References:

https://keras.io/examples/generative/vae/

https://www.tensorflow.org/xla/tutorials/autoclustering_xla

Goal:

1) Expand 1D features to 2D

2) VAE as front end preprocessing

a) New Latent features (not use in this case)

b) VAE decoder output (this is used for 2D-CNN input)

3) 2D-CNN

a) Evaluate XLA Enable/Disable speed

In [None]:
import numpy as np
import pandas as pd
from pathlib import Path

import os
for dirname, _, filenames in os.walk('/kaggle/input'):
    for filename in filenames:
        print(os.path.join(dirname, filename))
        
import matplotlib.pyplot as plt
import gc

import tensorflow as tf
from tensorflow import keras
from tensorflow.keras import layers
from keras.models import Sequential
from keras.layers import Dense, Conv2D , MaxPool2D , Flatten , Dropout , BatchNormalization
from keras.callbacks import ReduceLROnPlateau
from tensorflow.keras.regularizers import l2

from sklearn.model_selection import train_test_split
from sklearn.metrics import mean_squared_error


import seaborn as sns
        
input_path = Path('/kaggle/input/tabular-playground-series-jan-2021/')

In [None]:
DEBUG      = False     #True is debug mode
VAE_OUTPUT = True     #True is Enable VAE, False is Disable VAE

In [None]:
train = pd.read_csv(input_path / 'train.csv', index_col='id')
display(train.head(2))

In [None]:
test = pd.read_csv(input_path / 'test.csv', index_col='id')
display(test.head(2))

In [None]:
submission = pd.read_csv(input_path / 'sample_submission.csv', index_col='id')
display(submission.head(2))

In [None]:
train.shape, test.shape, submission.shape

In [None]:
train = train.astype('float32') 
test  = test.astype('float32')

if DEBUG:
    train_df = train[:20000].copy()
    test_df  = test[:20000].copy()
else:
    train_df = train.copy()
    test_df  = test.copy()

In [None]:
f, ax = plt.subplots(nrows=3, ncols=5, figsize=(15, 12))

k=1
for i in range(3):
    for j in range(5):
        if (k==15):
            sns.distplot(train_df['target'], ax=ax[i, j])
        else:
            sns.distplot(train_df[f'cont{k}'].values, ax=ax[i, j])
            ax[i, j].set_xlabel('cont'+str(k))
        k +=1
        
plt.tight_layout()
plt.show()

In [None]:
target = train_df['target']
y_test = target.mean() * np.ones(len(test_df))   
del train_df['target']

In [None]:
IMG_SIZE = train_df.shape[1]
IMG_SIZE

In [None]:
x_train = train_df.values
x_test  = test_df.values

In [None]:
#Expand the dimension to 2D to get more degree of freedom
#2D array = more like an estimate of covariance matrix on per-sample basis, diag elements = estimate variance, features square

train_cov =   np.array([x_train]).T * [x_train]  
test_cov  =   np.array([x_test]).T * [x_test]

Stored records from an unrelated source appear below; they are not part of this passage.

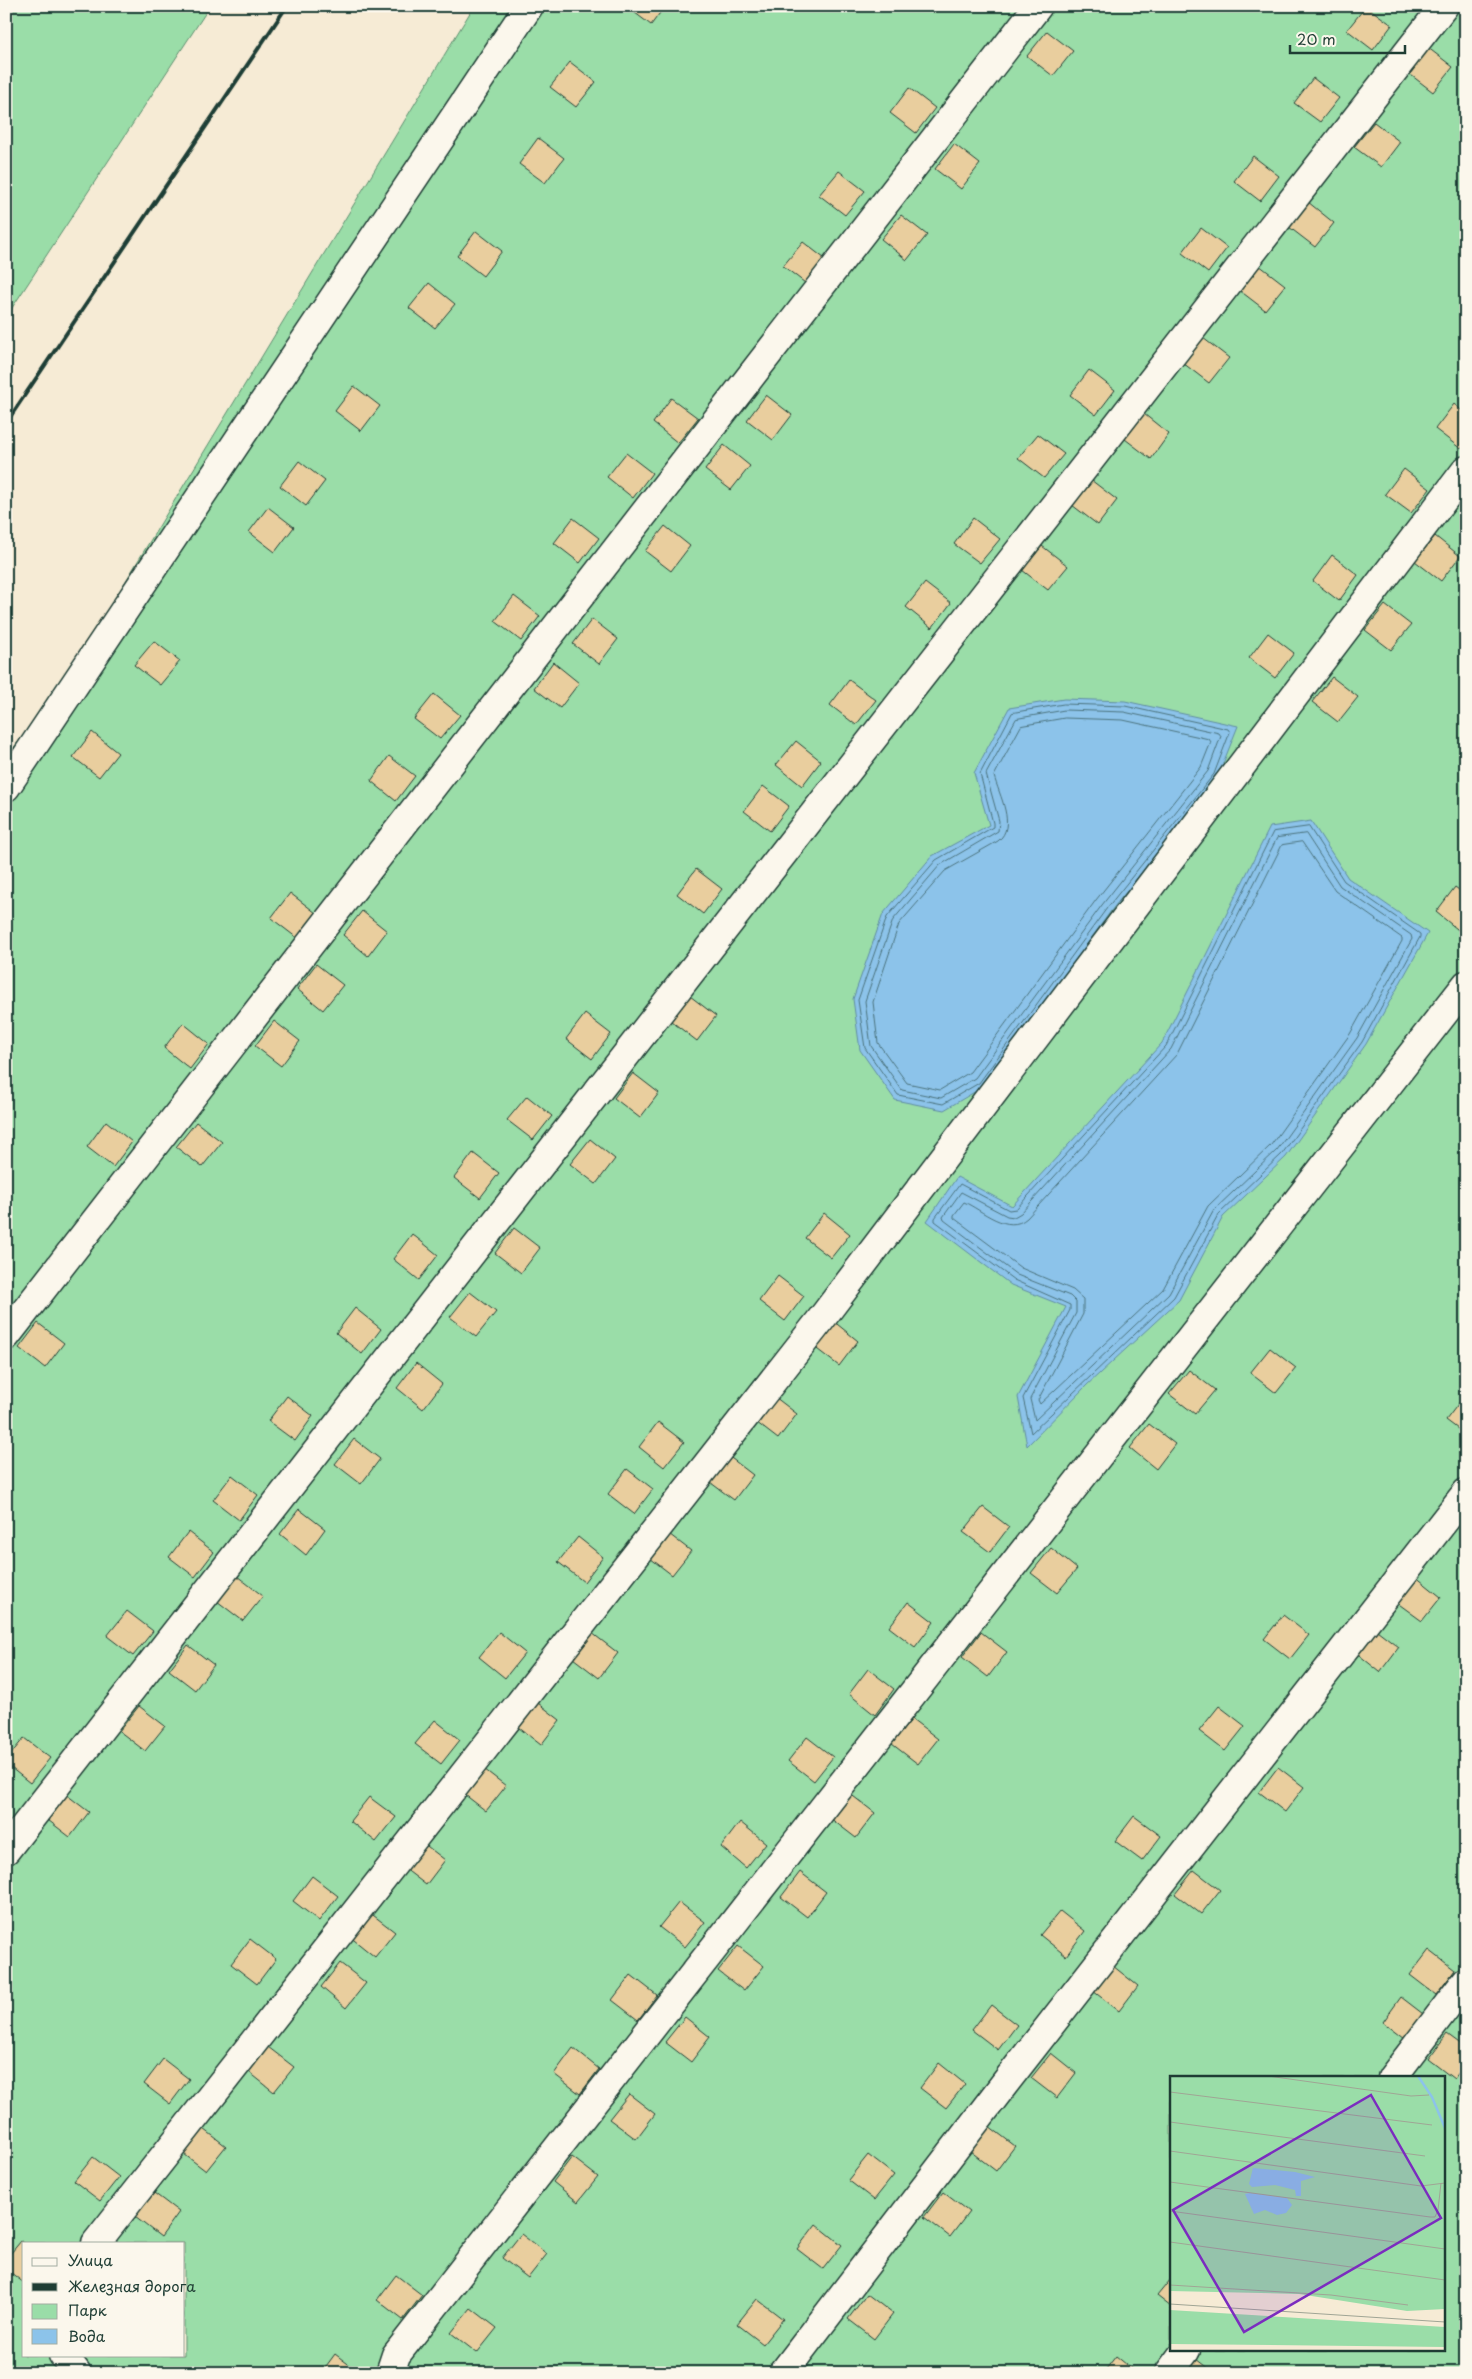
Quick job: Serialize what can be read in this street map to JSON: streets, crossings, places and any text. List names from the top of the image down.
{
  "legend": [
    "Улица",
    "Железная дорога",
    "Парк",
    "Вода"
  ],
  "scale_bar": "20 m"
}
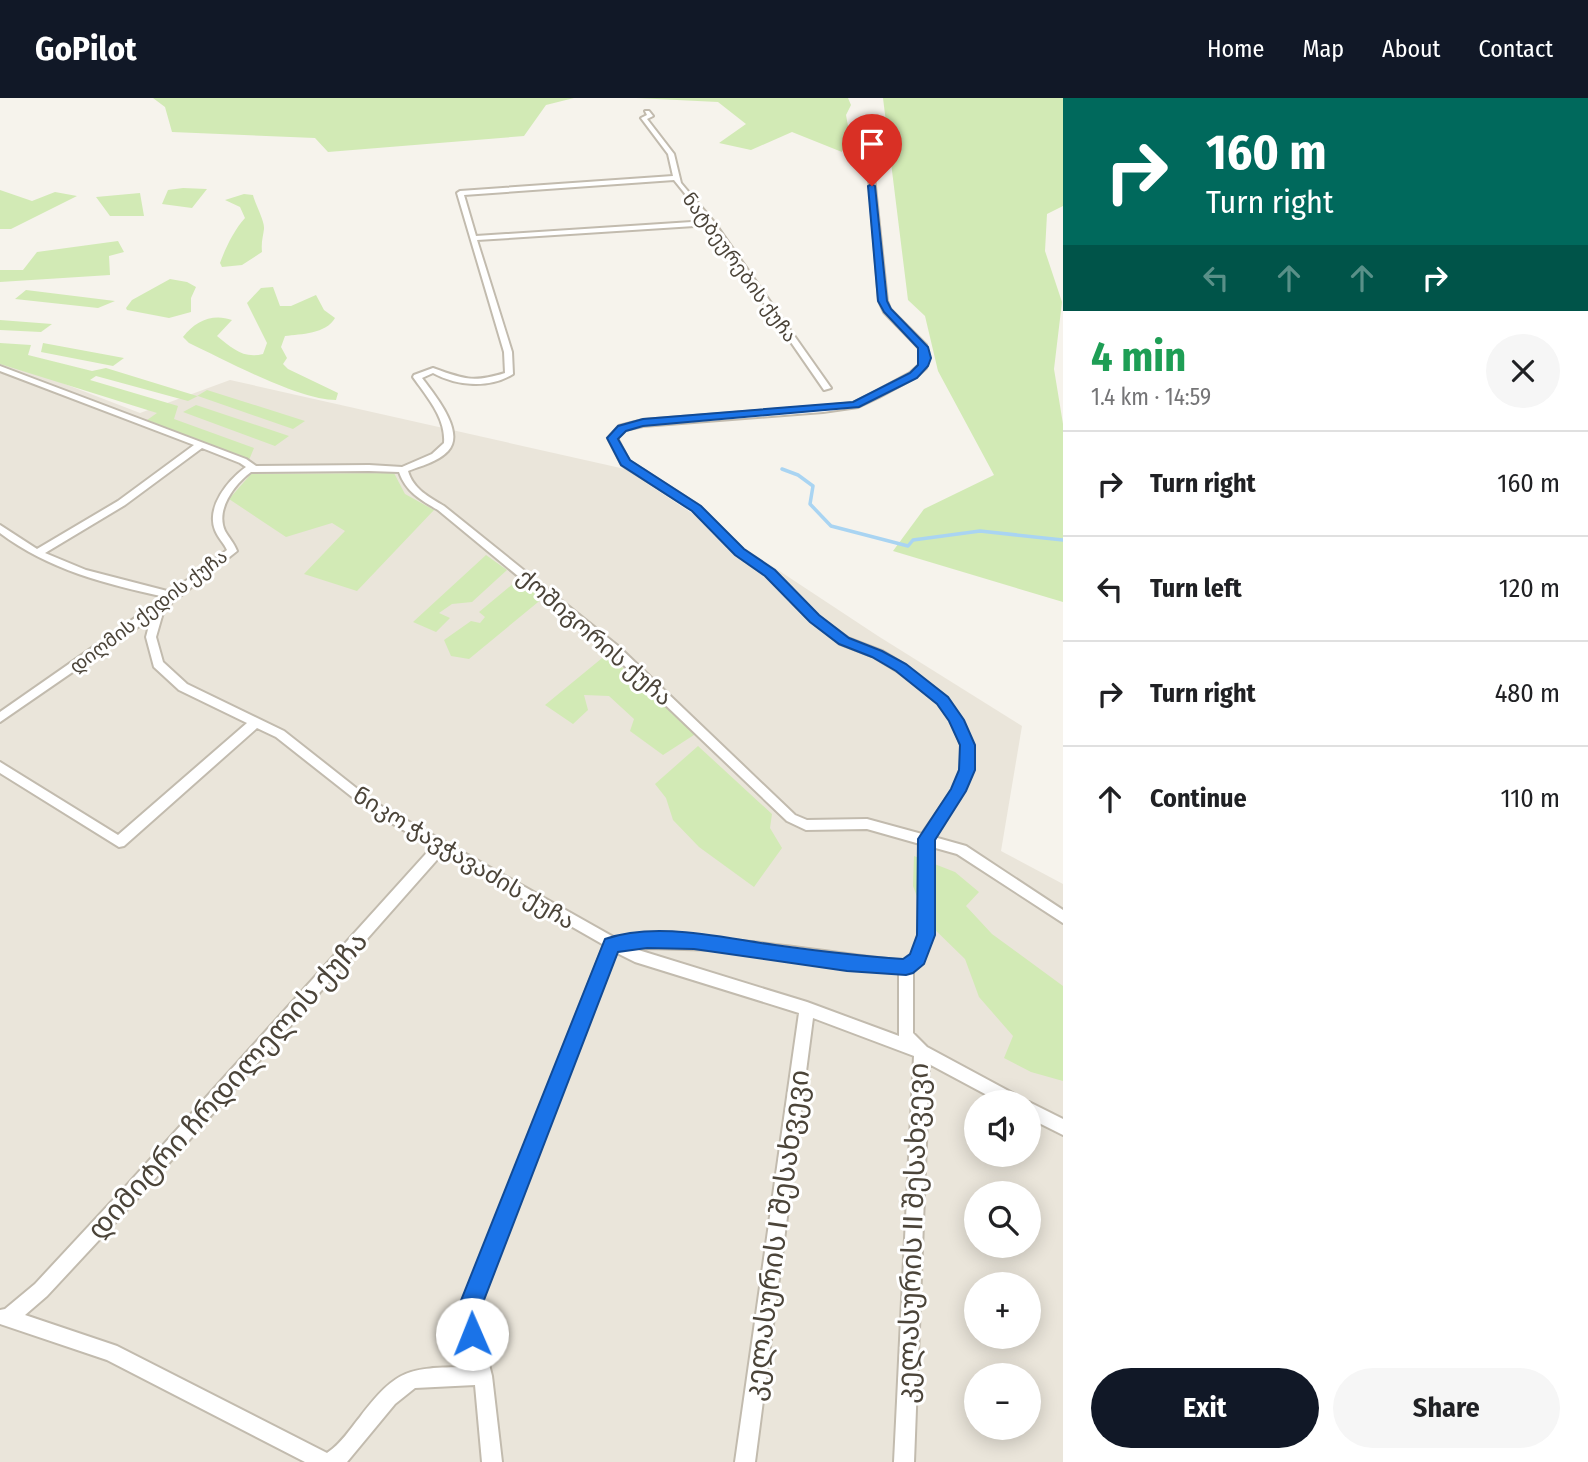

np.shape(train_cov), np.shape(test_cov)

In [None]:
train_cov = np.moveaxis(train_cov, 1, 0)        #target is its label
test_cov = np.moveaxis(test_cov, 1, 0)
train_cov.shape, test_cov.shape

In [None]:
train_test_cov = np.concatenate([train_cov, test_cov], axis=0)  
train_test_cov = train_test_cov.reshape(-1,14,14,1)

np.shape(train_test_cov)

In [None]:
del train_df, test_df, train, test
gc.collect()

In [None]:
class Sampling(layers.Layer):
    """Uses (z_mean, z_log_var) to sample z, the vector encoding a digit."""

    def call(self, inputs):
        z_mean, z_log_var = inputs
        batch = tf.shape(z_mean)[0]
        dim = tf.shape(z_mean)[1]
        epsilon = tf.keras.backend.random_normal(shape=(batch, dim))
        return z_mean + tf.exp(0.5 * z_log_var) * epsilon

In [None]:
latent_dim = 24

encoder_inputs = keras.Input(shape=(IMG_SIZE, IMG_SIZE, 1))
x = layers.Conv2D(32, 3, activation="relu", strides=2, padding="same")(encoder_inputs)
x = layers.Conv2D(64, 3, activation="relu", strides=2, padding="same")(x)
x = layers.Flatten()(x)
x = layers.Dense(16, activation="relu")(x)
z_mean = layers.Dense(latent_dim, name="z_mean")(x)
z_log_var = layers.Dense(latent_dim, name="z_log_var")(x)
z = Sampling()([z_mean, z_log_var])

encoder = keras.Model(encoder_inputs, [z_mean, z_log_var, z], name="encoder")

encoder.summary()

In [None]:
latent_inputs = keras.Input(shape=(latent_dim,))
x = layers.Dense(7 * 7 * 64, activation="relu")(latent_inputs)  
x = layers.Reshape((7, 7, 64))(x)                               
x = layers.Conv2DTranspose(64, 3, activation="relu", strides=2, padding="same")(x)  
x = layers.Conv2DTranspose(32, 3, activation="relu", strides=1, padding="same")(x)
decoder_outputs = layers.Conv2DTranspose(1, 3, activation="sigmoid", padding="same")(x)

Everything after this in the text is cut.